The handle is fastened to the body (under metal covers) with the use of 4 screws, 2 on each end. These screws extend a good 1/2 inch down. When the chassis is removed, these extended screws prevent it from a smooth pull out. There was a cleaner way that Miles O’Neal described step by step. I Opted for the easy way – snipped them with a pair of metal cutters. I could have used my dremel for a much cleaner cut, but i was out of cut off wheels. After cutting them off, i taped over them with a thick adhesive tape. Theres still a bump, but nothing to fully impede an easier slide out. This beats having to removed the tubes, then the whole chassis, and finding a way to balance it on a table, when you can simple pull it out and start working on the components.
Other things i did were more cosmetic – cleaned the front face with a damp rag, wiped down the tolex, and applied car dashboard polish to it. Also pulled off the knobs and found it had thick cobwebs behind 4 out of the 6 knobs. Cleaned them out, dipped them in hot soapy water, and scrubbed the remaining gunk out.
Some other things i may do:
– Remove the rust off the metal corners, and possibly spray it with clear rustoleum. Replacement is an option, but i’d like to keep it as stock as possible, with as little cost as possible.
– Replace the rusty back panel screws, maybe fill in some of the threaded screw holes.
– Reseat the grill cloth to make it more taut.
– Figure out a way to get reverb to the extension speaker. The reverb only works when the main speaker is on, nothing when the other speaker is on its own.
– Figure out star-grounding to try and reduce any other hum. With no guitar plugged in, Its quiet up til 11oclock on the Loudness knob. Past it it starts to have a mild hum.

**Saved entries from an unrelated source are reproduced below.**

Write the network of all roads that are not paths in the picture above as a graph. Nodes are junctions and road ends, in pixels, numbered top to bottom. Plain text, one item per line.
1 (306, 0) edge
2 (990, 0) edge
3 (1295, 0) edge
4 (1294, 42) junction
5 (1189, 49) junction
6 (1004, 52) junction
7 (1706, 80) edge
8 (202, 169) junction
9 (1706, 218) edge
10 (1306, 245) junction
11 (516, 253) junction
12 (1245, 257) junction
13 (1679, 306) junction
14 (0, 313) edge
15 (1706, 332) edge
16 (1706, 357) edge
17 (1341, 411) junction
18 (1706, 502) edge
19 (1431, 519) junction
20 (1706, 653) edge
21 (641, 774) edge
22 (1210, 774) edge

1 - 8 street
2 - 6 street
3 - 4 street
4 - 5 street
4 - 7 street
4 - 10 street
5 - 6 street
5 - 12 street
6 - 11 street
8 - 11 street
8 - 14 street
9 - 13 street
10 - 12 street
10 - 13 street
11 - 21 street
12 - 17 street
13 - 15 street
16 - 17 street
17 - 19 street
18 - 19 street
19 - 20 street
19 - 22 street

This amp is made to RAWK! On the Volume/Loudness knob, the sound stays clean til 10o’clock, then starts to get gritty at 12o’clock, then starts to really breaks up at 2o’clock. Its the hounds of hell dimed – PURE TUBE DISTORTION! No pedal needed, unless you want to fuzz out more, or do more metal tunes, then a pedal can push it further. But nothing beats playing on simple direct guitar-amp connection. Ive initially used a Danelectro Transparent Overdrive (used as a preamp) to try and boost the signal. I ended up liking the amps own tube overdriven sound, i ended up using the Dano in reverse, as a “cleanup” pedal – it dials in a cleaner sound with the volume and gain rolled back when its engaged, and when its off it kicks in the amps overdriven sound. Ive discovered since that this is one amp ive been able to play that cleans up well using the guitar’s own volume and tone controls, and now i dont use the Dano pedal at all.

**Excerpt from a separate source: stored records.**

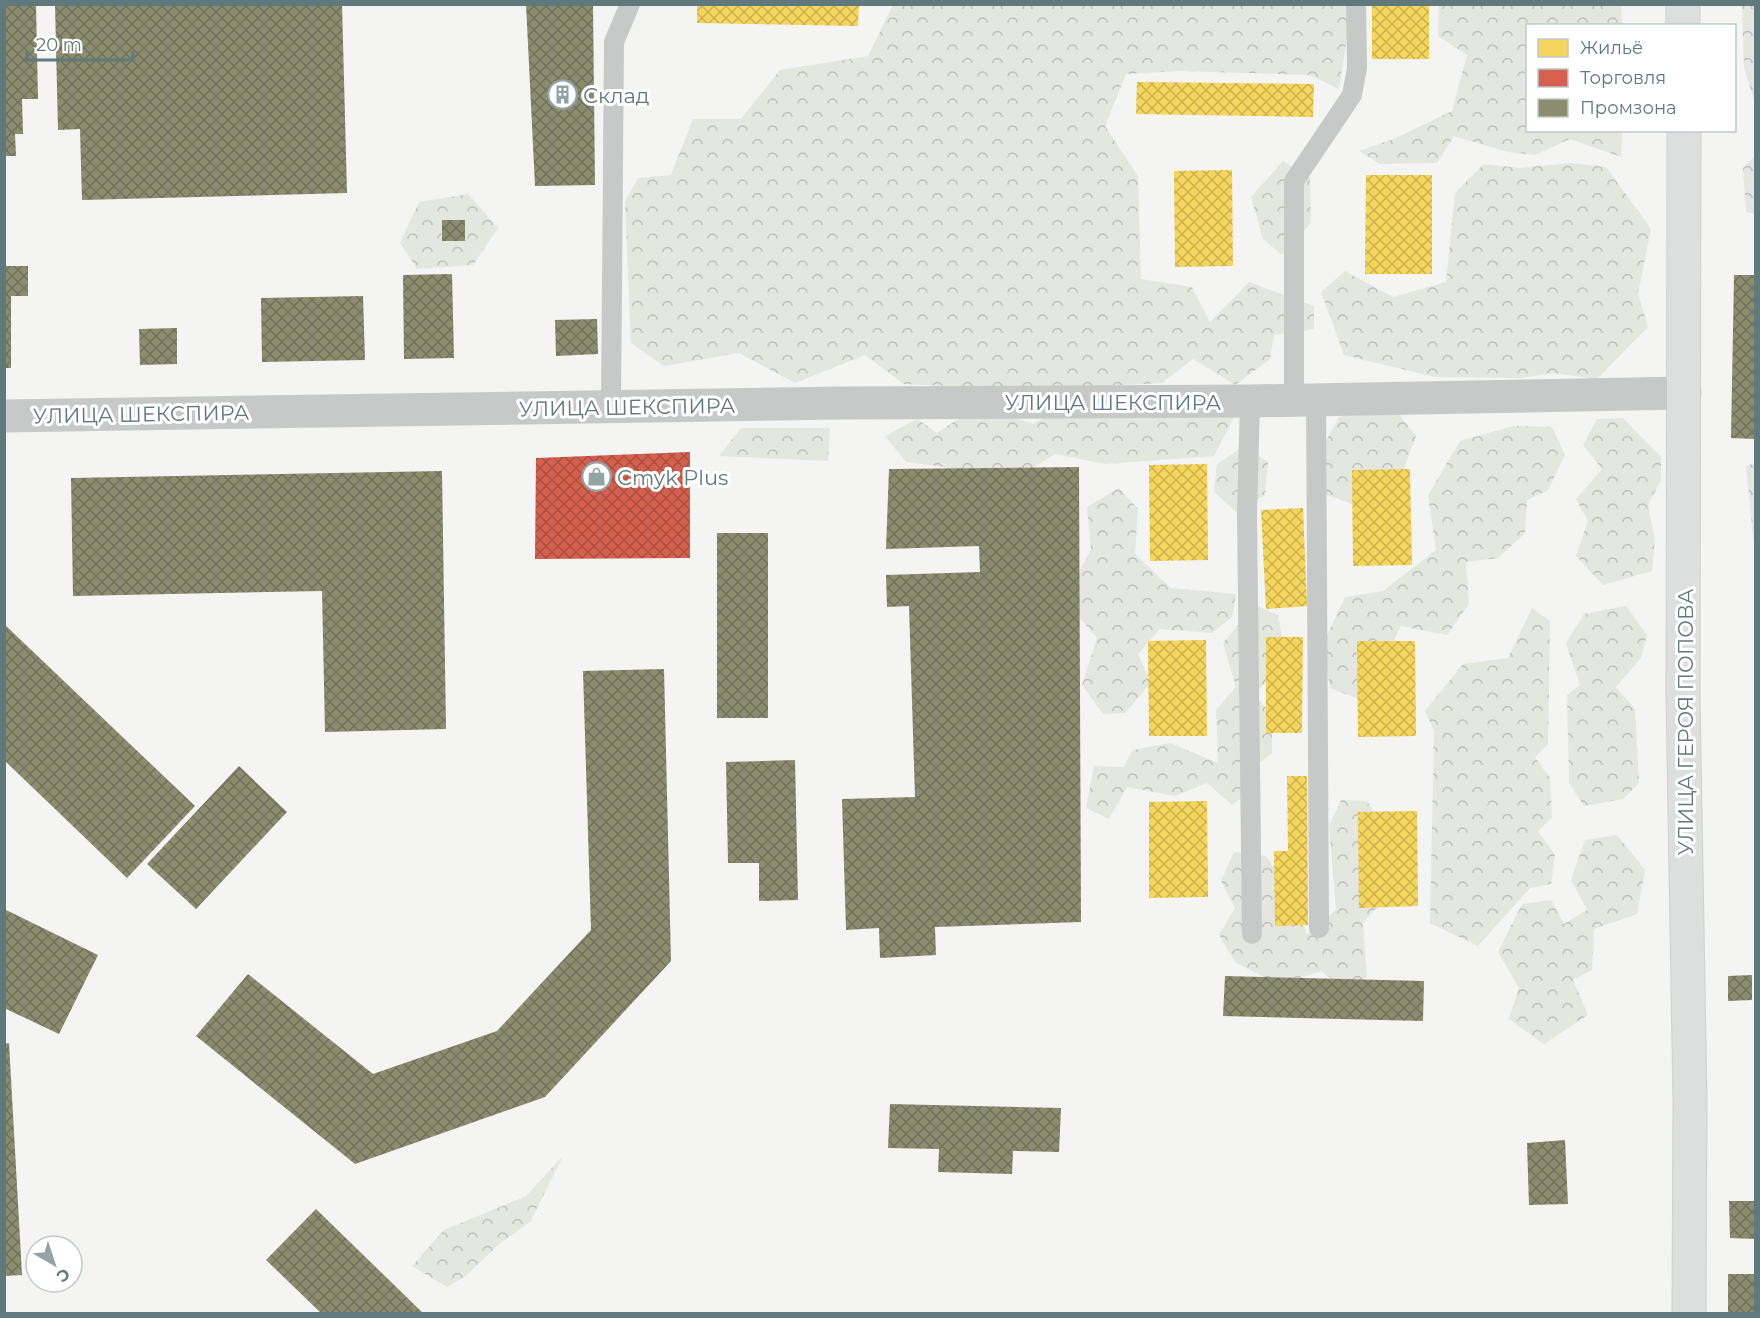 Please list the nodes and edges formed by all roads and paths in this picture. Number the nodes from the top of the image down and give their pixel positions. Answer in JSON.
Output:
{"nodes":[{"id":1,"x":630,"y":4,"type":"edge"},
{"id":2,"x":1356,"y":4,"type":"edge"},
{"id":3,"x":1683,"y":4,"type":"edge"},
{"id":4,"x":1683,"y":24,"type":"edge"},
{"id":5,"x":1684,"y":132,"type":"edge"},
{"id":6,"x":1686,"y":393,"type":"junction"},
{"id":7,"x":1305,"y":399,"type":"junction"},
{"id":8,"x":1250,"y":401,"type":"junction"},
{"id":9,"x":611,"y":408,"type":"junction"},
{"id":10,"x":4,"y":416,"type":"edge"},
{"id":11,"x":1319,"y":928,"type":"dead end"},
{"id":12,"x":1252,"y":934,"type":"dead end"},
{"id":13,"x":1689,"y":1314,"type":"edge"}],
"edges":[{"from":1,"to":9,"type":"lane"},
{"from":2,"to":7,"type":"lane"},
{"from":3,"to":4,"type":"street"},
{"from":5,"to":6,"type":"street","name":"УЛИЦА ГЕРОЯ ПОПОВА"},
{"from":6,"to":7,"type":"street","name":"УЛИЦА ШЕКСПИРА"},
{"from":6,"to":13,"type":"street","name":"УЛИЦА ГЕРОЯ ПОПОВА"},
{"from":7,"to":8,"type":"street","name":"УЛИЦА ШЕКСПИРА"},
{"from":7,"to":11,"type":"lane"},
{"from":8,"to":9,"type":"street","name":"УЛИЦА ШЕКСПИРА"},
{"from":8,"to":12,"type":"lane","name":"УЛИЦА ШЕКСПИРА"},
{"from":9,"to":10,"type":"street","name":"УЛИЦА ШЕКСПИРА"}]} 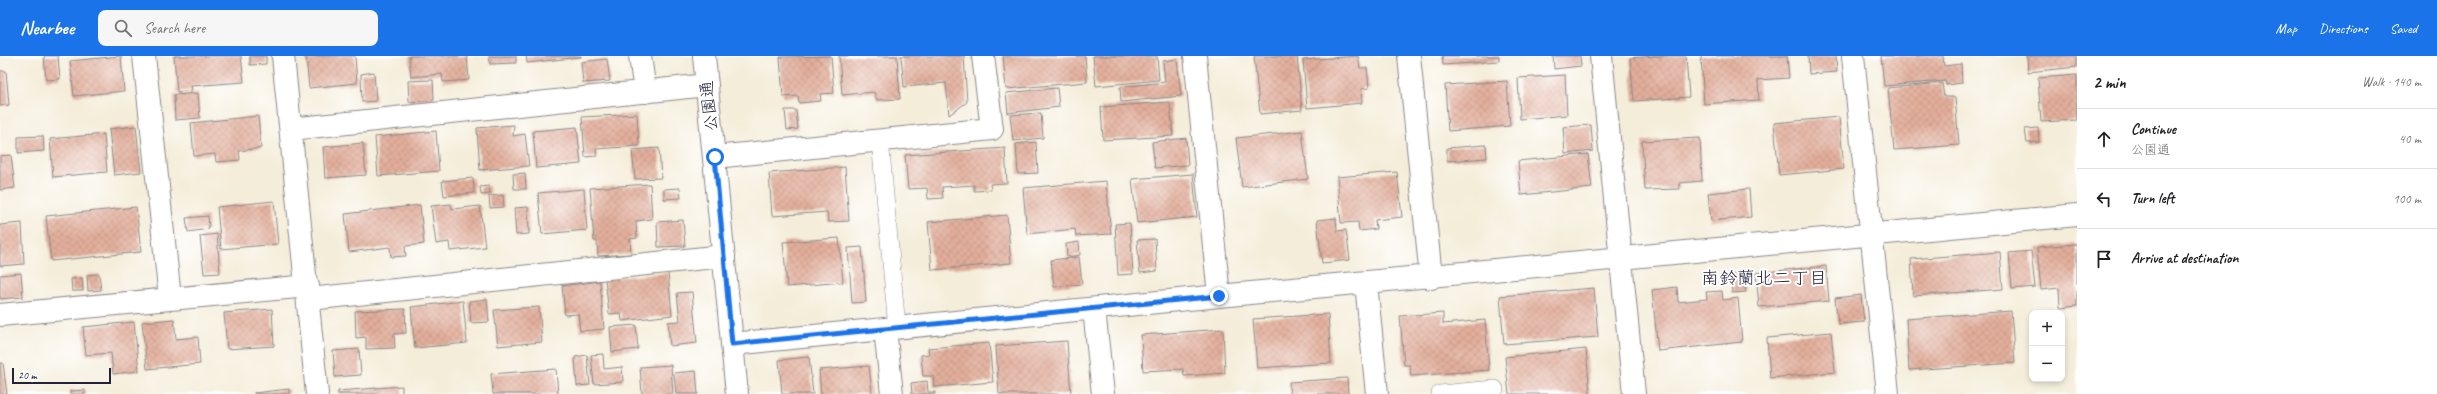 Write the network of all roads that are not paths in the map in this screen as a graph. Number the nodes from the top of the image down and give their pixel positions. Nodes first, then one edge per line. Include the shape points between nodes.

The reverb is decent, not overly cavernous, but just right. The tremolo does its effect unexpectedly well. It does a simple soft modulation, and no option for a hard stuttering tremolo effect. Fine by me, because what it does is much better – on an overdriven sound the tremolo is more apparent at the DECAY of the note. You hear the effect more towards the end, instead of throughout the note. Its soft modulation makes it sound “more natural-sounding” too, like a singing voice vibrato when a note is held. I can still use my digital reverb and tremolo pedals, but if i have to use just the onboard effects, i’ll be fine.
This amp’s resurrection from near-death is a joy to think about. It makes it even sweeter that it cost well below what it normally goes for, and its cost of repair and improvement is even less than expected. Its playable again, ready for another 40 some odd years of playing. Im thinking this probably will be played more in the next 10 years than it did the past 40!